## Aim of the task
Read through the records. Copy each line that has the word "paint".
--*--
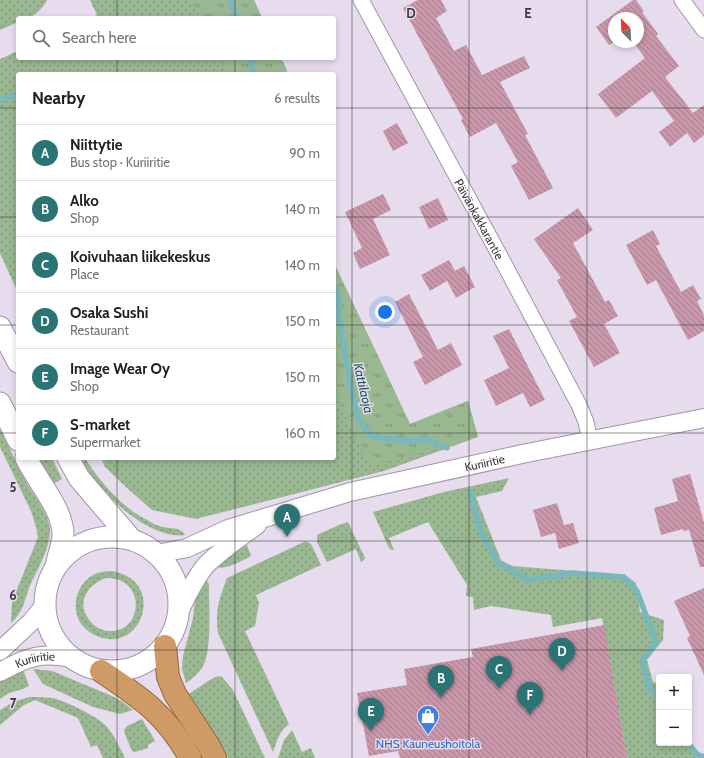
<!DOCTYPE html>
<meta charset="utf-8">
<style>
body{margin:0;font-family:Cabin,sans-serif;background:#f2f2f2;color:#202124}
.controls{position:absolute;right:12px;bottom:12px;display:grid;overflow:hidden;border-radius:4px;box-shadow:0 2px 6px #0003}
.controls button{width:36px;height:36px;display:grid;place-items:center;padding:0;border:0;border-bottom:1px solid #e0e0e0;background:#fff;color:#202124;font:20px sans-serif}
.compass{position:absolute;left:608px;top:12px;width:36px;height:36px;border-radius:50%;background:#fff;box-shadow:0 2px 6px #0003;rotate:336deg}
.you{position:absolute;left:385px;top:312px;width:14px;height:14px;margin:-10px;border:3px solid #fff;border-radius:50%;background:#1a73e8;box-shadow:0 0 0 6px #1a73e833}
.badge{display:grid;place-items:center;width:26px;height:26px;border-radius:50%;background:#2a7473;color:#fff;font-size:13px;font-weight:700}
.pin{position:absolute;translate:-50% -33px;filter:drop-shadow(0 1px 2px #0008)}
.pin::after{content:'';position:absolute;top:21px;width:14px;height:12px;background:inherit;clip-path:polygon(0 0,100% 0,50% 100%)}
.list{margin:0;padding:0;list-style:none}
h2{display:flex;justify-content:space-between;align-items:center;height:52px;margin:0;padding:0 16px;font-size:17px}
h2 small{font-size:13px;font-weight:400;color:#757577}
.list li{display:grid;grid-template-columns:26px 1fr auto;gap:12px;align-items:center;box-sizing:border-box;height:56px;padding:0 16px;border-top:1px solid #e0e0e0}
.list b{display:block;font-size:15px;white-space:nowrap}
.list p{margin:0;font-size:13px;white-space:nowrap;color:#757577}
.list em{font-size:13px;font-style:normal;color:#757577}
.icon{flex:none;width:22px;height:22px;fill:none;stroke:currentColor;stroke-width:2;stroke-linecap:round;stroke-linejoin:round}
.map{position:relative;flex:none;width:704px;height:758px;overflow:hidden}
.search{position:absolute;background:#fff;box-shadow:0 2px 6px #0003;left:16px;top:16px;width:320px;height:44px;display:flex;align-items:center;gap:10px;box-sizing:border-box;padding:0 14px;border-radius:4px;color:#757577;font-size:15px}
.panel{position:absolute;background:#fff;box-shadow:0 2px 6px #0003;left:16px;top:72px;width:320px;height:388px;border-radius:4px}
.map>svg:first-child{display:block}
.grass{fill:url(#grass-dots);fill-rule:evenodd}
.park{fill:url(#park-tufts)}
.lines{fill:none;stroke-linecap:round;stroke-linejoin:round}
.stream{stroke:#77b7be;stroke-width:5.5}
.building{fill:url(#building-back-hatch)}
.minor-casing{stroke:#a096a6;stroke-width:17}
.tertiary-casing{stroke:#a096a6;stroke-width:20}
.secondary-casing{stroke:#a096a6;stroke-width:23}
.trunk-casing{stroke:#93673f;stroke-width:24}
.minor{stroke:#fff;stroke-width:15}
.tertiary{stroke:#fff;stroke-width:18}
.secondary{stroke:#fff;stroke-width:21}
.trunk{stroke:#cf9a66;stroke-width:22}
.grid{fill:none;stroke:#3b373d;stroke-width:1;stroke-opacity:0.55}
.labels{text-anchor:middle;dominant-baseline:central;stroke-width:3;stroke-linejoin:round;paint-order:stroke}
.street-label{font-size:12px;fill:#3b373d;stroke:#e6dced}
.shop-label{font-size:12px;fill:#366cbe;stroke:#e6dced}
.water-label{font-size:13px;font-style:italic;fill:#1f565c;stroke:#e6dced}
.grid-label{font-size:13px;text-anchor:middle;font-weight:bold;fill:#3b373d;stroke:#e6dced;stroke-width:3;stroke-linejoin:round;paint-order:stroke}
</style>
<div class="map">
<svg width="704" height="758" viewBox="0 0 704 758">
<defs>
<pattern id="grass-dots" width="8" height="8" patternUnits="userSpaceOnUse"><rect width="8" height="8" fill="#99b891"/><path d="M2 2h.1M6 6h.1" fill="none" stroke="#7e9678" stroke-width="1.8" stroke-linecap="round"/></pattern>
<pattern id="park-tufts" width="24" height="20" patternUnits="userSpaceOnUse"><rect width="24" height="20" fill="#99b891"/><path d="M3 7l-1-3M5 7V3M7 7l1-3M15 17l-1-3M17 17v-4M19 17l1-3" fill="none" stroke="#7e9678"/></pattern>
<pattern id="building-back-hatch" width="6" height="6" patternUnits="userSpaceOnUse"><rect width="6" height="6" fill="#ca97aa"/><path d="M-1 5l2 2M0 0l6 6M5-1l2 2" fill="none" stroke="#a57c8c"/></pattern>
</defs>
<rect width="100%" height="100%" fill="#e6dced"/>
<g class="grass">
<path d="M0,0H47C45,6 35,16 28,18C25,19 21,18 18,18V22L0,30Z"/>
<polygon points="90,0 254,0 262,18 90,18 97,15"/>
<polygon points="18,51 18,58 281,58 287,70 287,74 18,74 18,293 0,253 0,59"/>
<polygon points="334,263 410,424 468,401 478,437 384,471 196,519 152,510 127,488 105,467 101,458 334,458"/>
<path d="M0,428C8,444 15,461 24,478C31,492 51,515 50,532C49,549 39,567 31,583C25,597 24,612 11,623L12,602L38,537L36,527L31,511L0,447Z"/>
<polygon points="39,458 52,458 62,479 53,484"/>
<path d="M80,458H85C101,483 122,508 149,521C153,524 158,526 163,527C171,529 181,527 185,535C147,540 96,489 80,458Z"/>
<polygon points="509,478 502,491 476,497 501,560 512,566 625,575 636,583 640,612 664,620 663,640 647,660 653,682 659,684 659,743 688,743 697,756 704,753 704,758 627,758 602,618 553,627 551,615 491,606 474,610 473,597 466,596 467,585 428,522 389,538 394,550 392,550 389,548 373,512 444,492"/>
<polygon points="348,522 365,558 364,560 361,562 356,549 327,562 317,542 317,535 339,525"/>
<path d="M306,541L311,544L321,565L256,595L259,603L255,626L245,631L289,724C279,731 277,741 273,752L218,633C215,609 219,600 227,578Z"/>
<path d="M247,545L251,556C239,562 227,570 215,567L233,552Z"/>
<path d="M111,571C165,579 145,649 103,638C95,636 88,632 82,625C70,609 76,585 93,575C99,572 104,571 111,571ZM106,578C147,577 144,634 108,631C99,630 92,625 88,618C76,601 89,584 106,578Z"/>
<path d="M207,581L209,584V590C209,610 212,652 202,668C198,674 192,679 186,683L182,669L183,656L193,618L196,593L204,582Z"/>
<polygon points="23,669 29,686 23,689 9,693 0,699 0,681"/>
<polygon points="33,669 52,671 112,696 123,702 133,710 120,714 93,707 43,684"/>
<polygon points="218,676 222,677 233,690 265,758 228,758 201,712 189,694 208,681"/>
<path d="M30,697C37,697 45,697 52,698C64,700 101,718 108,728C115,737 120,748 125,758H103L97,745L91,747L78,718L35,700L24,705L0,725V710L15,701Z"/>
<polygon points="142,719 155,741 148,745 148,748 135,752 132,751 126,737 124,730 127,726"/>
<polygon points="292,730 302,752 311,748 315,758 278,758 284,740"/>
</g>
<g class="park">
<polygon points="190,0 254,0 262,18 200,18"/>
<polygon points="222,58 281,58 287,70 287,74 225,74"/>
<polygon points="334,263 410,424 468,401 478,437 370,466 334,392"/>
</g>
<g class="lines">
<g class="stream">
<polyline points="230,0 237,18"/>
<polyline points="250,58 254,74"/>
<polyline points="0,100 18,94"/>
<polyline points="334,288 337,290 339,304 339,315 347,366 358,419 372,437 416,441 426,439 447,448"/>
<polyline points="470,492 480,530 497,562 528,580 572,573 624,577 637,591 656,642 642,661 650,689 659,696"/>
<polyline points="688,743 697,754 704,758"/>
</g>
</g>
<g class="building">
<polygon points="418,0 441,0 447,11 436,18 454,51 466,45 482,75 524,56 530,68 500,82 528,134 525,135 553,188 529,200 511,166 518,162 496,123 470,137 461,120 463,119 403,8"/>
<polygon points="633,0 636,0 644,11 642,12 658,34 656,36 679,66 665,77 693,113 704,105 704,135 694,143 687,133 670,147 659,132 674,121 652,91 616,118 598,94 645,58 633,42 638,42 638,18 614,18 614,42 609,45 596,27"/>
<polygon points="397,123 408,143 393,151 383,131"/>
<polygon points="383,194 391,210 373,219 390,255 360,269 353,253 362,248 345,212"/>
<polygon points="438,198 448,220 429,229 419,207"/>
<polygon points="578,208 593,230 573,243 605,302 609,300 618,316 604,324 620,353 594,367 569,321 577,317 557,280 561,278 534,239"/>
<polygon points="653,230 660,244 656,246 681,292 693,285 701,299 697,301 704,315 704,331 688,340 656,280 647,285 626,245"/>
<polygon points="449,260 455,271 464,266 475,287 456,298 447,281 430,291 421,275"/>
<polygon points="409,294 438,350 451,343 462,365 425,385 413,362 423,357 395,302"/>
<polygon points="509,329 545,400 530,407 523,393 496,406 484,380 509,368 493,336"/>
<polygon points="690,474 704,522 704,567 700,567 689,530 683,531 683,529 661,535 654,508 678,501 672,479"/>
<polygon points="557,503 564,525 573,523 579,543 559,549 555,533 541,537 533,510"/>
<polygon points="704,588 704,675 687,638 690,636 674,601"/>
<polygon points="604,625 627,758 400,758 398,751 369,756 357,693 407,685 404,669 473,657 471,649"/>
</g>
<g class="lines">
<g class="minor-casing">
<g id="minor">
<path id="s1" d="M361,0L501,258L579,405L586,422L590,441"/>
<polyline points="682,0 704,30"/>
</g>
</g>
<g class="tertiary-casing">
<g id="tertiary">
<path id="s2" d="M157,554L187,548L228,529L350,492L522,454L704,418"/>
<path d="M180,610C187,595 195,578 206,565C221,550 240,537 257,525"/>
<polyline points="0,651 31,622 45,605"/>
<path id="s3" d="M0,672C27,657 41,652 71,658"/>
</g>
</g>
<g class="secondary-casing">
<g id="secondary">
<polyline points="0,327 18,362"/>
<polyline points="0,403 18,440"/>
<path d="M26,458C37,481 64,510 63,536C62,546 58,556 56,566"/>
<polyline points="68,458 79,478 131,539"/>
<circle cx="112" cy="604" r="67"/>
</g>
</g>
<g class="trunk-casing">
<g id="trunk">
<polyline points="165,646 168,677 175,694 209,746 215,758"/>
<path d="M101,671C140,697 167,715 190,758"/>
</g>
</g>
<use href="#minor" class="minor"/>
<use href="#tertiary" class="tertiary"/>
<use href="#secondary" class="secondary"/>
<use href="#trunk" class="trunk"/>
</g>
<path class="grid" d="M117,0V18M235,0V18M352,0V758M469,0V758M587,0V758M117,58V74M235,58V74M0,108H18M334,108H704M0,217H18M334,217H704M0,325H18M334,325H704M0,433H18M334,433H704M117,458V758M235,458V758M0,541H704M0,650H704"/>
<defs>
<g id="shop-pin" transform="scale(1.15)"><path d="M0 17L-7.5 6A9.5 9.5 0 1 1 7.5 6Z" fill="#3f7fe0" stroke="#e6dced"/><path d="M-5-2.5h2.3a2.7 3.5 0 0 1 5.4 0H5L5.5 6h-11ZM-1.5-2.5h3a1.5 2.3 0 0 0-3 0Z" fill="#fff"/></g>
</defs>
<g fill-rule="evenodd">
<use href="#shop-pin" x="428" y="716"/>
</g>
<g class="labels">
<g class="street-label">
<text stroke="none"><textPath href="#s1" startOffset="249">Päivänkakkarantie</textPath></text>
<text stroke="none"><textPath href="#s2" startOffset="341">Kuriiritie</textPath></text>
<text stroke="none"><textPath href="#s3" startOffset="38">Kuriiritie</textPath></text>
</g>
<g class="shop-label">
<text x="428" y="743">NHS Kauneushoitola</text>
</g>
<g class="water-label">
<text transform="translate(364 388) rotate(77)">Kattilaoja</text>
</g>
</g>
<g class="grid-label">
<text x="411" y="18">D</text>
<text x="528" y="18">E</text>
<text x="13" y="492">5</text>
<text x="13" y="600">6</text>
<text x="13" y="708">7</text>
</g>
</svg>
<div class="controls">
<button>+</button>
<button>−</button>
</div>
<svg class="compass" viewBox="-18 -18 36 36"><path d="M0-13l5 13h-10z" fill="#e53935"/><path d="M0 13l5-13h-10z" fill="#757577"/></svg>
<div class="you"></div>
<div class="pin badge" style="left:287px;top:537px">A</div>
<div class="pin badge" style="left:441px;top:698px">B</div>
<div class="pin badge" style="left:499px;top:689px">C</div>
<div class="pin badge" style="left:562px;top:671px">D</div>
<div class="pin badge" style="left:371px;top:731px">E</div>
<div class="pin badge" style="left:530px;top:715px">F</div>
<div class="search"><svg class="icon" aria-label="search" viewBox="0 0 24 24"><circle cx="10" cy="10" r="6"/><path d="M15 15l6 6"/></svg>Search here</div>
<section class="panel">
<h2>Nearby<small>6 results</small></h2>
<ul class="list">
<li><span class="badge">A</span><div><b>Niittytie</b><p>Bus stop · Kuriiritie</p></div><em>90 m</em></li>
<li><span class="badge">B</span><div><b>Alko</b><p>Shop</p></div><em>140 m</em></li>
<li><span class="badge">C</span><div><b>Koivuhaan liikekeskus</b><p>Place</p></div><em>140 m</em></li>
<li><span class="badge">D</span><div><b>Osaka Sushi</b><p>Restaurant</p></div><em>150 m</em></li>
<li><span class="badge">E</span><div><b>Image Wear Oy</b><p>Shop</p></div><em>150 m</em></li>
<li><span class="badge">F</span><div><b>S-market</b><p>Supermarket</p></div><em>160 m</em></li>
</ul>
</section>
</div>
--*--
## Response area
.labels{text-anchor:middle;dominant-baseline:central;stroke-width:3;stroke-linejoin:round;paint-order:stroke}
.grid-label{font-size:13px;text-anchor:middle;font-weight:bold;fill:#3b373d;stroke:#e6dced;stroke-width:3;stroke-linejoin:round;paint-order:stroke}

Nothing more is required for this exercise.